My dad always used to say that our actions reflected directly on them as parents. As a parent, I nowunderstand that a bit. My daughter is a bit too young to really do anything that makes me “look bad” but I am beginning to understand how the way our youth act is a reflection of their virtuous (or lack there of) upbringing. So I realize how important it is to raise virtuous children, not so that they dont “reflect badly” but so that they reflect the virtues of their parents and thereby the Catholic faith. What my dad was telling me, in his humorous way, wasn’t that he didn’t want to be embarrassed by my actions, but that he taught me and instilled in me a virtuous way of living and if I were to go against that, it would make it appear to others that we didn’t have these as a moral foundation.

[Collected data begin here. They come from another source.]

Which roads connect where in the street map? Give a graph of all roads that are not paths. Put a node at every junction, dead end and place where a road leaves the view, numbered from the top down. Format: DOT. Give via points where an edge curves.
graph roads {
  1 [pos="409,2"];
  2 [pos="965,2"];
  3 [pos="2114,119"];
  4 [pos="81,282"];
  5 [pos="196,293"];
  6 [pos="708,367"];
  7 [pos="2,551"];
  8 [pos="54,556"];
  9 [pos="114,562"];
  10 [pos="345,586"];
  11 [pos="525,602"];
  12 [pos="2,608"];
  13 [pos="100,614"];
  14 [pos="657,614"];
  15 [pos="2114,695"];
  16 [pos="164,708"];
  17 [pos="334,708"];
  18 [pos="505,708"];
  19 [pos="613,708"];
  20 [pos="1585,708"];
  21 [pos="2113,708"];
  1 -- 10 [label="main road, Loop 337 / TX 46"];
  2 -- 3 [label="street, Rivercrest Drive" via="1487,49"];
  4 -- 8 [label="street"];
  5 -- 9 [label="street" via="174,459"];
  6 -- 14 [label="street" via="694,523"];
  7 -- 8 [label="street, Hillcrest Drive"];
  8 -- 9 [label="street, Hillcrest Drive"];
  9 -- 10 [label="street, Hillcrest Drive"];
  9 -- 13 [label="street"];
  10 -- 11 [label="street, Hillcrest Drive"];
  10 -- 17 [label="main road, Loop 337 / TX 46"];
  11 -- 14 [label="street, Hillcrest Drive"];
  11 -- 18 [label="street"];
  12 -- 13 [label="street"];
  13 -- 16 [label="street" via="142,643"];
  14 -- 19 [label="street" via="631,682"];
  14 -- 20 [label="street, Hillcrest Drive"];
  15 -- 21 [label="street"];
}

When I came across a post on the Opinionated Catholic about an all boys Catholic school in Ohio chanting “We’ve Got Jesus!” after winning a game, I was curious to know the rest of the story. It appeared that this was one of those situations where kids act a certain way, and reflect the virtues and values of their upbringing. So I went to the story he linked at the Houston Chronicle, but it seemed to leave out certain elements and missed the point of the story. So I went to the original story in in the Cincinnati Enquirer.
Apparently what happened is that a Catholic Boys School was playing a public school rival and ended up beating them in a pretty close football game. From reading the various reports, this was a pretty heated rivalry between Colerain and St. Xavier’s, and the game ended pretty closely in favor of St. Xavier’s. The Enquirer said that there were reports that after the game, the St. Xavier fans were chanting: “We’ve got Jesus!” after the win. This infuriated the Colerain Coach, Tom Bolden, and he went and shouted at the student section of St. Xavier. This report made “headlines” and it appeared that the St. “X” boys were out of line. Good thing the media was there to keep them in check, they shouldn’t be flaunting their faith, or using it as a “banner” of winning and victory. So what would you say to your child if they were part of a crowd shouting “We’ve Got Jesus!” After a win?

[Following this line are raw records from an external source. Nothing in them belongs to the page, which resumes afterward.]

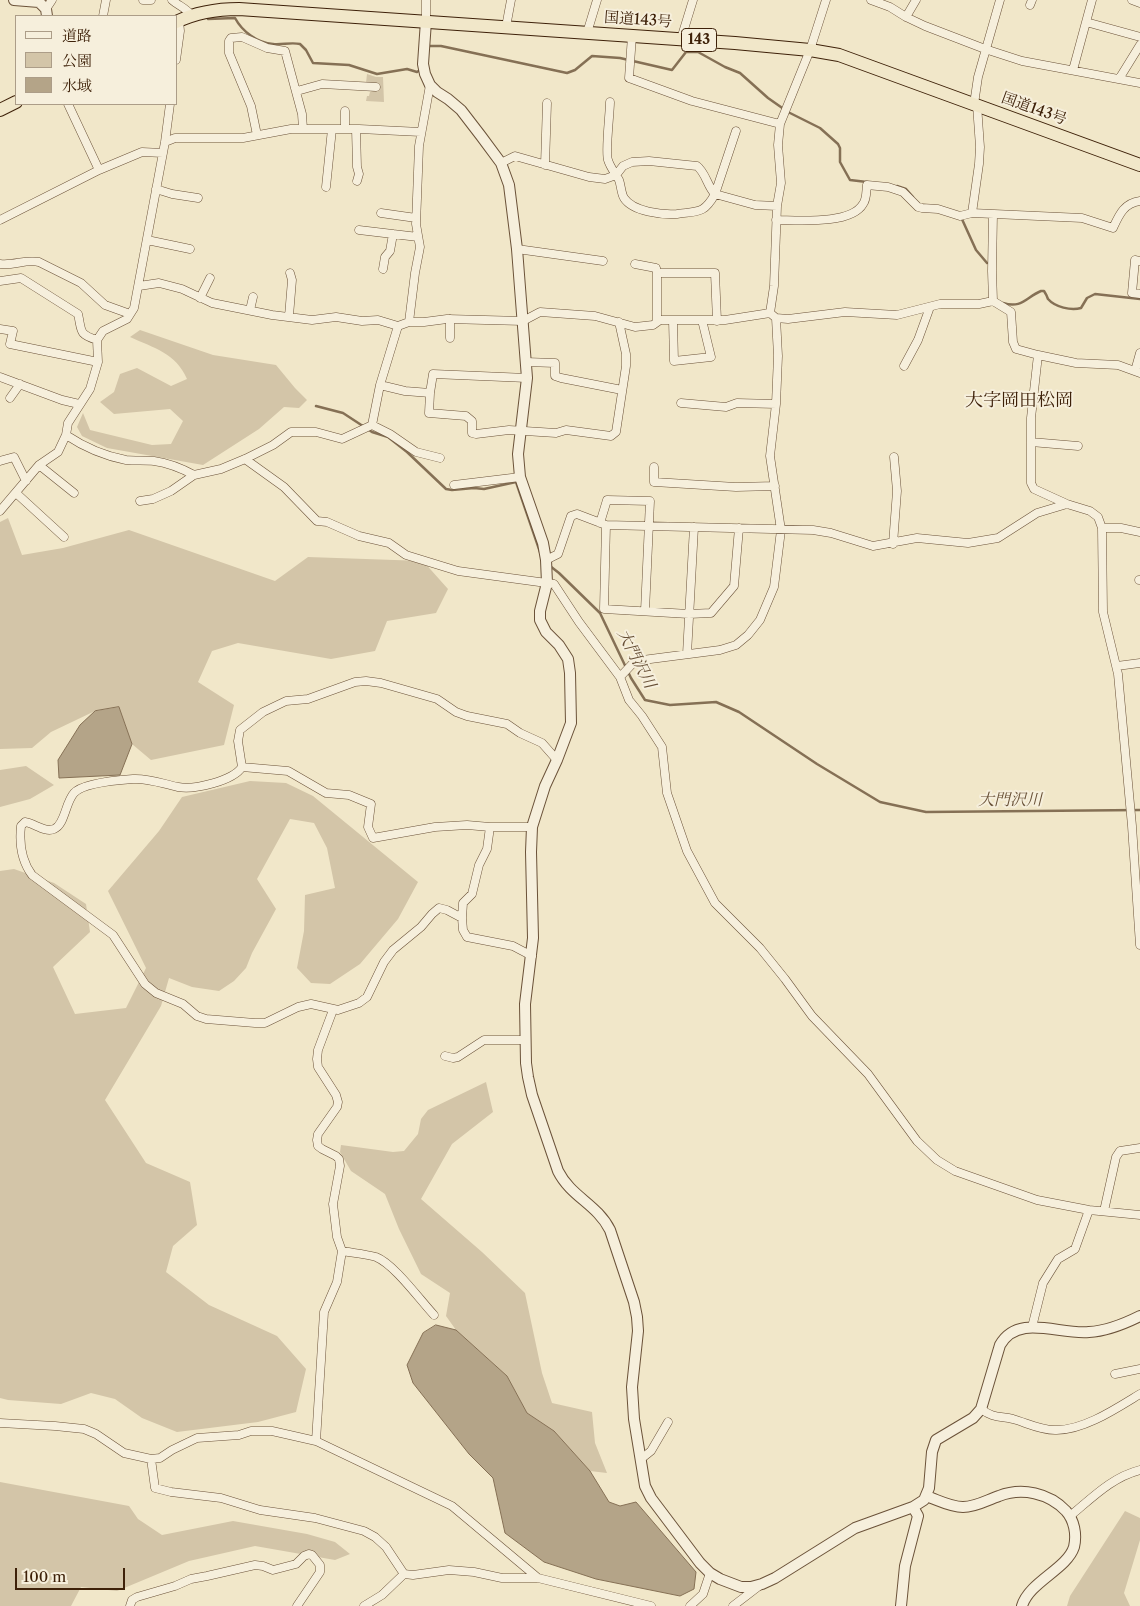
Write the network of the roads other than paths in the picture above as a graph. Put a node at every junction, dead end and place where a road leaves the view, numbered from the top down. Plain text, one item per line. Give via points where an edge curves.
1 (14, 0) edge
2 (106, 0) edge
3 (143, 0) edge
4 (150, 0) edge
5 (172, 0) edge
6 (426, 0) edge
7 (511, 0) edge
8 (597, 0) edge
9 (693, 0) edge
10 (826, 0) edge
11 (870, 0) edge
12 (916, 0) edge
13 (1000, 0) edge
14 (1092, 0) edge
15 (1132, 0) edge
16 (1140, 4) edge
17 (48, 8) edge
18 (103, 15) edge
19 (191, 15) junction
20 (906, 17) junction
21 (178, 21) edge
22 (426, 21) junction
23 (1086, 22) junction
24 (178, 24) edge
25 (506, 26) junction
26 (587, 33) junction
27 (632, 36) junction
28 (1140, 37) edge
29 (681, 39) junction
30 (1140, 45) edge
31 (178, 46) edge
32 (985, 49) junction
33 (810, 50) junction
34 (1073, 70) junction
35 (1119, 79) junction
36 (1140, 82) edge
37 (430, 85) junction
38 (376, 87) dead end
39 (297, 91) junction
40 (15, 102) edge
41 (610, 102) dead end
42 (547, 103) dead end
43 (975, 104) junction
44 (68, 105) edge
45 (170, 105) edge
46 (0, 110) edge
47 (345, 111) dead end
48 (780, 124) junction
49 (302, 129) junction
50 (332, 129) junction
51 (345, 129) junction
52 (356, 129) junction
53 (736, 131) dead end
54 (421, 132) junction
55 (257, 135) junction
56 (166, 142) junction
57 (163, 153) junction
58 (501, 162) junction
59 (545, 164) junction
60 (1140, 165) edge
61 (99, 170) junction
62 (616, 175) junction
63 (357, 181) dead end
64 (326, 187) dead end
65 (156, 190) junction
66 (715, 194) junction
67 (198, 198) dead end
68 (1140, 201) edge
69 (777, 206) junction
70 (381, 213) dead end
71 (972, 213) junction
72 (993, 214) junction
73 (416, 218) junction
74 (0, 220) edge
75 (776, 220) junction
76 (358, 230) dead end
77 (393, 234) junction
78 (418, 236) junction
79 (147, 240) junction
80 (190, 249) dead end
81 (516, 249) junction
82 (603, 260) dead end
83 (1140, 261) edge
84 (22, 262) junction
85 (0, 264) edge
86 (635, 264) dead end
87 (383, 269) dead end
88 (290, 273) dead end
89 (657, 273) junction
90 (21, 278) junction
91 (210, 278) dead end
92 (0, 281) edge
93 (139, 286) junction
94 (1140, 294) edge
95 (253, 297) dead end
96 (200, 298) junction
97 (993, 301) junction
98 (930, 306) junction
99 (250, 310) junction
100 (130, 314) junction
101 (773, 315) junction
102 (289, 316) junction
103 (450, 319) junction
104 (524, 320) junction
105 (673, 320) junction
106 (702, 320) junction
107 (717, 320) junction
108 (409, 322) junction
109 (619, 322) junction
110 (657, 322) junction
111 (398, 326) junction
112 (0, 329) edge
113 (450, 338) dead end
114 (97, 340) junction
115 (1140, 353) edge
116 (1038, 355) junction
117 (98, 362) junction
118 (526, 362) junction
119 (904, 366) dead end
120 (1138, 372) edge
121 (0, 376) edge
122 (527, 378) junction
123 (20, 384) junction
124 (380, 386) junction
125 (622, 390) junction
126 (430, 392) junction
127 (10, 398) dead end
128 (681, 403) dead end
129 (79, 404) junction
130 (776, 404) junction
131 (372, 425) junction
132 (522, 431) junction
133 (66, 435) junction
134 (1031, 442) junction
135 (1078, 446) dead end
136 (440, 458) dead end
137 (894, 458) dead end
138 (245, 460) junction
139 (0, 461) edge
140 (39, 465) junction
141 (654, 467) dead end
142 (194, 475) junction
143 (520, 477) junction
144 (26, 481) junction
145 (454, 484) dead end
146 (775, 486) junction
147 (16, 493) junction
148 (74, 493) dead end
149 (140, 501) dead end
150 (1067, 504) junction
151 (0, 511) edge
152 (603, 524) junction
153 (650, 526) junction
154 (694, 527) junction
155 (739, 528) junction
156 (1102, 528) junction
157 (781, 530) junction
158 (1140, 532) edge
159 (64, 536) dead end
160 (893, 544) junction
161 (546, 560) junction
162 (547, 582) junction
163 (645, 611) junction
164 (690, 614) junction
165 (687, 654) junction
166 (1140, 663) edge
167 (1117, 666) junction
168 (622, 674) junction
169 (557, 760) junction
170 (242, 767) junction
171 (490, 827) junction
172 (532, 827) junction
173 (462, 918) junction
174 (1140, 945) edge
175 (532, 956) junction
176 (333, 1010) junction
177 (526, 1040) junction
178 (445, 1056) dead end
179 (1140, 1148) edge
180 (1089, 1210) junction
181 (1104, 1211) junction
182 (1140, 1215) edge
183 (342, 1250) junction
184 (434, 1315) dead end
185 (1140, 1316) edge
186 (1032, 1327) junction
187 (1140, 1369) edge
188 (1115, 1374) dead end
189 (1140, 1394) edge
190 (980, 1409) junction
191 (668, 1422) dead end
192 (0, 1423) edge
193 (316, 1441) junction
194 (151, 1459) junction
195 (641, 1459) junction
196 (1140, 1470) edge
197 (926, 1496) junction
198 (913, 1507) junction
199 (1070, 1516) junction
200 (710, 1572) junction
201 (404, 1574) junction
202 (538, 1578) junction
203 (762, 1584) junction
204 (130, 1606) edge
205 (297, 1606) edge
206 (364, 1606) edge
207 (651, 1606) edge
208 (690, 1606) edge
209 (733, 1606) edge
210 (901, 1606) edge
211 (1022, 1606) edge

1 - 17 street via 39,2
2 - 18 street
3 - 4 street
5 - 19 street
6 - 22 street
7 - 25 street
8 - 26 street
9 - 29 street
10 - 33 street
11 - 20 street
12 - 20 street
13 - 32 street
14 - 23 street
15 - 16 street
19 - 21 highway, 国道143号 / 143
19 - 22 highway, 国道143号 / 143 via 239,9
20 - 32 street
22 - 25 highway, 国道143号 / 143
22 - 37 street via 423,64
23 - 28 street
23 - 34 street
24 - 31 street
25 - 26 highway, 国道143号 / 143
26 - 27 highway, 国道143号 / 143
27 - 29 highway, 国道143号 / 143
27 - 48 street via 629,78 692,101
29 - 33 highway, 国道143号 / 143
30 - 35 street
32 - 34 street via 1022,61
32 - 43 street
33 - 43 highway, 国道143号 / 143 via 839,55
33 - 48 street
34 - 35 street
35 - 36 street
37 - 54 street
37 - 58 street via 461,110
38 - 39 street via 322,84
39 - 49 street
39 - 55 street via 285,50 267,48 242,37 231,38 229,53 251,106
40 - 46 highway
41 - 62 street via 607,159
42 - 59 street
43 - 60 highway, 国道143号 / 143
43 - 71 street via 979,156
44 - 61 street
45 - 56 street
47 - 51 street
48 - 69 street via 781,183
49 - 50 street
49 - 55 street
50 - 51 street
50 - 64 street
51 - 52 street
52 - 54 street
52 - 63 street
53 - 66 street
54 - 73 street
55 - 56 street via 235,139 175,138
56 - 57 street
57 - 61 street via 142,152
57 - 65 street
58 - 59 street via 514,156
58 - 81 street via 509,185
59 - 62 street via 589,177 605,179
61 - 74 street
62 - 66 street via 623,166 632,162 697,166
62 - 66 street via 624,198 642,210 674,214 697,212 710,204
65 - 67 street
65 - 79 street
66 - 69 street via 755,205
68 - 72 street via 1123,208 1113,228 1082,218
69 - 75 street
70 - 73 street
71 - 72 street
71 - 75 street via 961,216 918,207 903,192 867,185 866,198 854,213 831,220
72 - 97 street
73 - 78 street
75 - 101 street
76 - 77 street
77 - 78 street
77 - 87 street
78 - 108 street via 420,246
79 - 80 street
79 - 93 street
81 - 82 street
81 - 104 street
83 - 94 street via 1135,260 1132,293
84 - 85 street
84 - 90 street
84 - 100 street via 39,262 81,283 105,305
86 - 89 street via 656,268
88 - 102 street
89 - 107 street via 715,273
89 - 110 street
90 - 92 street
90 - 114 street via 78,314 79,327 86,337
91 - 96 street
93 - 96 street via 159,283
93 - 100 street
95 - 99 street
96 - 99 street
97 - 98 street
97 - 116 street via 1010,312 1016,349
98 - 101 street via 897,315 844,312 788,319
98 - 119 street via 918,340
99 - 102 street
100 - 114 street via 127,319 103,331
101 - 107 street
101 - 130 street via 778,356
102 - 111 street via 312,320 336,317 378,320
103 - 104 street
103 - 108 street
103 - 113 street
104 - 109 street via 540,312 595,316
104 - 118 street
105 - 106 street
105 - 106 street via 674,361 711,357
105 - 110 street
106 - 107 street
108 - 111 street
109 - 110 street via 635,327
109 - 125 street via 626,354
111 - 124 street
112 - 117 street via 13,331 10,344
114 - 117 street
115 - 120 street
116 - 120 street via 1076,363 1118,365
116 - 134 street
117 - 129 street via 90,389
118 - 122 street
118 - 125 street via 554,364 555,376
121 - 123 street
122 - 126 street via 434,374
122 - 132 street
123 - 127 street
123 - 129 street
124 - 126 street
124 - 131 street
125 - 132 street via 616,432 611,436 566,430 556,433
126 - 132 street via 429,413 466,416 472,421 472,432 476,434
128 - 130 street via 726,407
129 - 133 street via 68,423
130 - 146 street via 770,456
131 - 136 street via 416,452
131 - 138 street via 342,439 316,432 291,432
132 - 143 street via 518,454
133 - 140 street via 58,452
133 - 142 street via 80,445 126,460 178,466
134 - 135 street
134 - 150 street via 1031,482 1034,489
137 - 160 street
138 - 142 street
138 - 162 street via 284,487 318,522 327,522 359,536 389,543 406,556 450,569
139 - 144 street via 14,457
140 - 144 street
140 - 148 street
141 - 146 street via 654,482
142 - 149 street via 171,492
143 - 145 street
143 - 161 street
144 - 147 street
146 - 157 street
147 - 151 street
147 - 159 street
150 - 156 street via 1090,511 1098,517
150 - 160 street via 1038,513 998,538 968,543 917,538
152 - 153 street
152 - 153 street via 607,500 650,501
152 - 161 street via 577,514 571,516 558,554
152 - 163 street via 604,609
153 - 154 street
153 - 163 street
154 - 155 street
154 - 164 street
155 - 157 street
155 - 164 street via 734,586 711,613
156 - 158 street
156 - 167 street via 1103,612
157 - 160 street via 831,533 873,546
157 - 165 street via 774,587 754,628 736,645
161 - 162 street
162 - 168 street via 554,584 579,622
162 - 169 street via 540,620 568,659 570,673 571,723
163 - 164 street
164 - 165 street
165 - 168 street via 635,661
166 - 167 street
167 - 174 street
168 - 180 street via 629,700 662,747 667,793 687,851 715,903 760,948 812,1016 868,1074 917,1141 937,1160 955,1171 1038,1200
169 - 170 street via 542,743 507,724 467,716 437,699 381,682 366,681 286,701 263,712 240,730 238,741
169 - 172 street
170 - 171 street via 288,771 326,793 349,795 372,804 368,827 373,838 435,827
170 - 176 street via 228,778 188,788 134,779 87,786 75,791 60,825 53,830 25,822 21,826 25,866 32,875 113,935 145,984 156,993 183,1004 198,1016 255,1024 311,1004
171 - 172 street
171 - 173 street via 487,849 472,894 464,903
172 - 175 street
173 - 175 street via 467,937 513,946
173 - 176 street via 439,908 421,928 393,950 368,997 359,1004
175 - 177 street via 525,1004
176 - 183 street via 317,1059 318,1067 338,1102 317,1140 318,1146 339,1160 333,1204
177 - 178 street via 484,1040 458,1057
177 - 195 street via 532,1095 558,1171 572,1191 605,1221 634,1302 638,1331 632,1387
179 - 181 street via 1120,1151 1116,1157
180 - 181 street
180 - 186 street via 1074,1249 1058,1258 1043,1283
181 - 182 street
183 - 184 street via 385,1262
183 - 193 street via 337,1282 324,1312
185 - 186 street via 1113,1328 1089,1332
186 - 190 street via 1005,1336
187 - 188 street
189 - 190 street via 1105,1416 1054,1430 989,1415
190 - 197 street via 973,1418 936,1440 930,1488
191 - 195 street via 651,1451
192 - 194 street via 84,1429 124,1453
193 - 194 street via 251,1431 197,1438 160,1458
193 - 202 street via 452,1506
194 - 201 street via 155,1488 221,1498 260,1510 315,1518 364,1531 386,1547
195 - 200 street via 645,1486 651,1498
196 - 199 street via 1113,1481
197 - 198 street
197 - 199 street via 954,1506 968,1507 1007,1493 1028,1492 1048,1498
198 - 203 street via 856,1528
198 - 210 street via 918,1516 905,1566
199 - 211 street via 1075,1527 1074,1547 1026,1597
200 - 203 street via 741,1587
200 - 208 street via 704,1594
201 - 202 street via 449,1570 502,1578
201 - 206 street via 382,1595
202 - 207 street
203 - 209 street
204 - 205 street via 137,1597 191,1579 255,1565 273,1570 296,1564 309,1554 320,1565 320,1572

But wait… there’s more. Apparently this isnt the WHOLE story. Would your reaction to your child’s actions change if you knew that the chant, after winning, of “We’ve got Jesus!” was in response to the Colerain chant of: “We’ve got Chicks (girls)!”? Whole different story now… isn’t it? What about the coaches action? Or the action of the paper writing this story in the first place? Do you think if the ENTIRE story was known to the reporter, that they would have even bothered to print it? So what about all these actions towards a Catholic school who (I knot his from personal experience) faces all sorts of chants and actions against their faith, and they simply respond with a little bit of snarkiness and clever wit?

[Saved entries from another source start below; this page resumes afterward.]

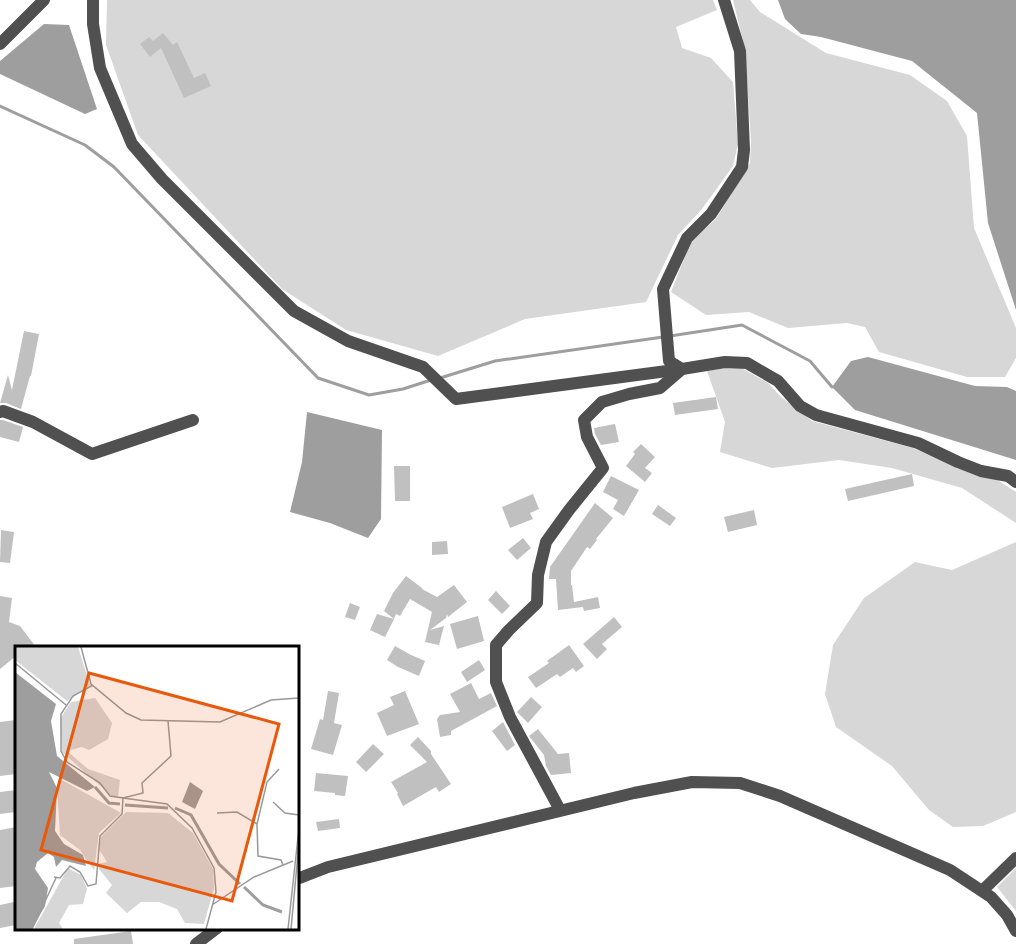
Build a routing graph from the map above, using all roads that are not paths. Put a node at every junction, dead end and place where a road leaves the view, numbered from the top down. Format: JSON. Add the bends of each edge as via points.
{"nodes":[{"id":1,"x":44,"y":0,"type":"edge"},
{"id":2,"x":93,"y":0,"type":"edge"},
{"id":3,"x":724,"y":0,"type":"edge"},
{"id":4,"x":0,"y":44,"type":"edge"},
{"id":5,"x":682,"y":369,"type":"junction"},
{"id":6,"x":0,"y":412,"type":"edge"},
{"id":7,"x":193,"y":420,"type":"dead end"},
{"id":8,"x":1016,"y":482,"type":"edge"},
{"id":9,"x":560,"y":810,"type":"junction"},
{"id":10,"x":1016,"y":858,"type":"edge"},
{"id":11,"x":298,"y":879,"type":"edge"},
{"id":12,"x":982,"y":891,"type":"junction"},
{"id":13,"x":215,"y":929,"type":"edge"},
{"id":14,"x":1016,"y":931,"type":"edge"},
{"id":15,"x":196,"y":944,"type":"edge"}],
"edges":[{"from":1,"to":4,"type":"street"},
{"from":2,"to":5,"type":"street","via":[[100,68],[132,144],[294,311],[348,341],[423,367],[456,399]]},
{"from":3,"to":5,"type":"street","via":[[740,51],[744,150],[742,167],[711,214],[687,238],[663,289],[669,361]]},
{"from":5,"to":8,"type":"street","via":[[725,362],[747,363],[778,381],[800,406],[816,416],[918,443]]},
{"from":5,"to":9,"type":"street","via":[[660,388],[602,402],[584,420],[587,437],[603,468],[546,542],[538,575],[537,603],[496,645],[496,682],[510,717]]},
{"from":6,"to":7,"type":"street","via":[[33,422],[92,454]]},
{"from":9,"to":11,"type":"street","via":[[328,867]]},
{"from":9,"to":12,"type":"street","via":[[692,782],[740,783],[780,796],[950,870]]},
{"from":10,"to":12,"type":"street"},
{"from":12,"to":14,"type":"street","via":[[1007,915]]},
{"from":13,"to":15,"type":"street"}]}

Who is in the wrong here? Where does virtue lie? Personally I have no problem with St. Xavier’s actions. Are they a little sarcastic and snarky? Sure! Could they have taken the “High Road” and not responded with anything? Sure could… but these are teenage boys, and honestly the fact that they responded in this way, shows that they are embracing their cross and bearing it. That Cross is Christ, and they are happy to do so it seems. We know the world will HATE us because of Him, so we might as well get used to it. There is no doubt the “We’ve got Girls!” chant (After a loss) came as a Gay-Slur. There is no other reasonable explanation, the whole “All Boys Catholic schools are full of Gays” is as old as time itself, so to respond with something positive like “We’ve Got Jesus!” is probably the best way they could respond.
What about the Coach on the opposing side that yelled at them? Has the paper sought an apology from him once the whole story came out? Of course not. Or how about the paper? They issued an “Update” but still left the original story as is. Like I said… I have no problem with the St. Xavier chant. Just another example of the world attacking Catholics… and occaisionally we have to respond to those attacks. These boys did that in a clever way, that both accepted and defended their faith.